Because the treaty was drafted in English and translated into Maori, the meaning and intent is clear in the source document, the original English. That source document is most likely the Busby February 4 draft that has only four words which differ from te Tiriti o Waitangi, one of which is the date.  Dr Morgan asks: "How do we help Maoridom realise the all-important aspirations encompassed in rangatiratanga (used in Article 2, te reo version) in modern day Aotearoa New Zealand?"
"Rangatiratanga" has become a celebrated word amongst the revisionists, because they translate it as "sovereignty", arguing that the Treaty of Waitangi enshrines Maori co-sovereignty over New Zealand.  Thus, revisionists argue that Maori are co-governors of the country, and co-sovereigns with the Crown.   
Had he looked at the English source draft to see the word "rangatiratanga" translated in Article 2, he would have seen that it translated to "possession", as in "the Queen of England confirms and guarantees to the chiefs and the tribes and to all the people of New Zealand, the possession of their lands, dwellings and all their property".

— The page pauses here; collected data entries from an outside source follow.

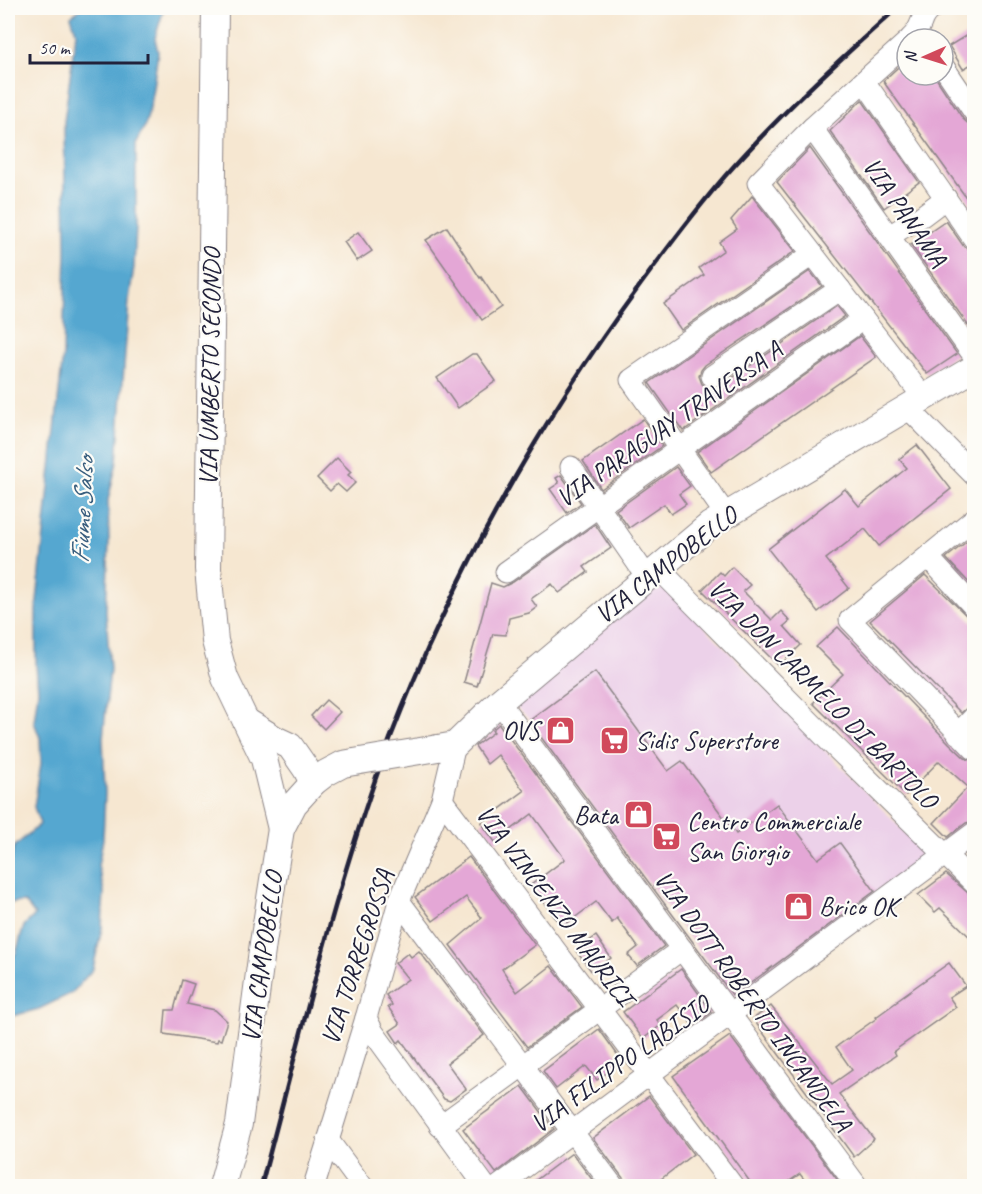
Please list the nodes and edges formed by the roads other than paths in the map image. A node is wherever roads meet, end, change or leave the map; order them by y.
1 (215, 8) edge
2 (932, 8) edge
3 (919, 27) edge
4 (895, 55) edge
5 (864, 81) junction
6 (955, 83) edge
7 (975, 112) edge
8 (812, 128) junction
9 (946, 198) junction
10 (889, 236) junction
11 (975, 239) edge
12 (813, 254) junction
13 (840, 289) junction
14 (863, 319) junction
15 (975, 356) edge
16 (975, 368) edge
17 (712, 376) dead end
18 (915, 402) junction
19 (680, 449) junction
20 (571, 467) dead end
21 (975, 475) edge
22 (598, 507) junction
23 (726, 515) junction
24 (975, 519) edge
25 (928, 556) junction
26 (506, 572) dead end
27 (653, 572) junction
28 (975, 607) edge
29 (499, 702) junction
30 (975, 717) edge
31 (246, 721) junction
32 (958, 734) junction
33 (290, 746) junction
34 (446, 747) junction
35 (975, 749) edge
36 (264, 759) junction
37 (348, 763) junction
38 (313, 783) junction
39 (442, 800) junction
40 (281, 829) junction
41 (975, 833) edge
42 (946, 855) junction
43 (975, 883) edge
44 (399, 901) junction
45 (682, 949) junction
46 (599, 1009) junction
47 (731, 1016) junction
48 (366, 1018) junction
49 (522, 1066) junction
50 (649, 1076) junction
51 (440, 1126) junction
52 (572, 1133) junction
53 (328, 1140) junction
54 (222, 1186) edge
55 (314, 1186) edge
56 (362, 1186) edge
57 (485, 1186) edge
58 (499, 1186) edge
59 (613, 1186) edge
60 (733, 1186) edge
61 (857, 1186) edge

1 - 31 main road, VIA UMBERTO SECONDO
2 - 3 street
4 - 5 street
5 - 8 street
5 - 9 street
6 - 7 street
8 - 10 street, VIA PANAMA
8 - 12 street
9 - 10 street
9 - 11 street
10 - 15 street, VIA PANAMA
12 - 13 street
12 - 19 street
13 - 14 street
13 - 17 street
14 - 18 street
14 - 19 street, VIA PARAGUAY TRAVERSA A
16 - 18 main road, VIA CAMPOBELLO
18 - 21 street
18 - 23 main road, VIA CAMPOBELLO
19 - 22 street, VIA PARAGUAY TRAVERSA A
19 - 23 street
20 - 22 street, VIA DON CARMELO DI BARTOLO
22 - 26 street, VIA PARAGUAY TRAVERSA A
22 - 27 street, VIA DON CARMELO DI BARTOLO
23 - 27 main road, VIA CAMPOBELLO
24 - 25 street
25 - 28 street
25 - 32 street
27 - 29 main road, VIA CAMPOBELLO
27 - 42 street, VIA DON CARMELO DI BARTOLO
29 - 34 main road, VIA CAMPOBELLO
29 - 45 street, VIA DOTT ROBERTO INCANDELA
30 - 32 street
31 - 33 main road
31 - 36 main road, VIA UMBERTO SECONDO
32 - 35 street
33 - 37 main road
33 - 38 main road
34 - 37 main road, bridge
34 - 39 street, VIA TORREGROSSA
36 - 38 main road
36 - 40 main road, VIA UMBERTO SECONDO
37 - 38 main road, VIA CAMPOBELLO
38 - 40 main road, VIA CAMPOBELLO
39 - 44 street, VIA TORREGROSSA
39 - 46 street, VIA VINCENZO MAURICI
40 - 54 main road, VIA CAMPOBELLO
41 - 42 street, VIA FILIPPO LABISIO
42 - 43 street, VIA DON CARMELO DI BARTOLO
42 - 47 street, VIA FILIPPO LABISIO
44 - 48 street, VIA TORREGROSSA
44 - 49 street
45 - 46 street
45 - 47 street, VIA DOTT ROBERTO INCANDELA
46 - 49 street
46 - 50 street, VIA VINCENZO MAURICI
47 - 50 street, VIA FILIPPO LABISIO
47 - 61 street, VIA DOTT ROBERTO INCANDELA
48 - 51 street
48 - 53 street, VIA TORREGROSSA
49 - 51 street
49 - 52 street
50 - 52 street, VIA FILIPPO LABISIO
50 - 60 street, VIA VINCENZO MAURICI
51 - 57 street
52 - 58 street, VIA FILIPPO LABISIO
52 - 59 street
53 - 55 street, VIA TORREGROSSA
53 - 56 street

Dr Morgan is also wrong to buy into land-loss rhetoric when he writes: "Justice and reparations have been a long time coming and, as generous as they might look to non-Maori, they're just cents in the dollar for what Maori lost in terms of property."  He does not mention that landowner Maori sold their land to buyers in hundreds of transactions painstakingly recorded in Turton's deeds, which are posted on the New Zealand Electronic Text Centre of the Victoria University of Wellington's website.

New Zealand has 26.8 million hectares of land. History records that 1.2 million hectares were confiscated during the 1860s wars.  Based on the approximately 1.47 million hectares of Maori-owned land (including customary land) and ignoring the confiscated land subsequently returned (sometimes soon after the confiscation), Maori land owners actually sold at least 24.13 million hectares.  
The key issues are these: firstly, what was the British understanding of the meaning of the words in the Treaty?  Secondly, when the English was translated into Maori, what was the Maori understanding of the Maori text?  In other words, the answer to the history revisionists that are playing deliberate duplicitous tricks upon ancestors in order to advance their political agenda, is to research what the participants at the time understood.  After all, the Treaty was discussed and debated in many Maori hui all over the land. In many of those debates those opposed argued that it would cede Maori sovereignty to the Crown; those arguing the case for ratification agreed, but argued the benefits to Maori of such a cession. 

Ironically, one tribe--Te Tuhoe--refused to sign the Treaty because they correctly understood that it ceded sovereignty to the Crown--and therefore rejected it.  But what did Tuhoe know?  They were ignorant savages.  We revisionists know them better than they knew themselves.  They were so stupid they deserve the tricks we are playing upon them. 

The revisionists would have us believe that neither those Maori tribes who signed nor those who did not, and neither those Maori arguing for signing nor those who opposed in the debates--none of them believed that the Treaty involved ceding sovereignty to the Crown.  All of them believed the Treaty preserved Maori rule and governance over New Zealand.

And if you believe that, Voltaire's cynical observation about history stands to be amended.  Revisionist history plays tricks not just upon the dead, but the real target is the tricks to be played upon the living.  More accurately, revisionist history usually plays tricks upon the dead with the intent to deceive the living.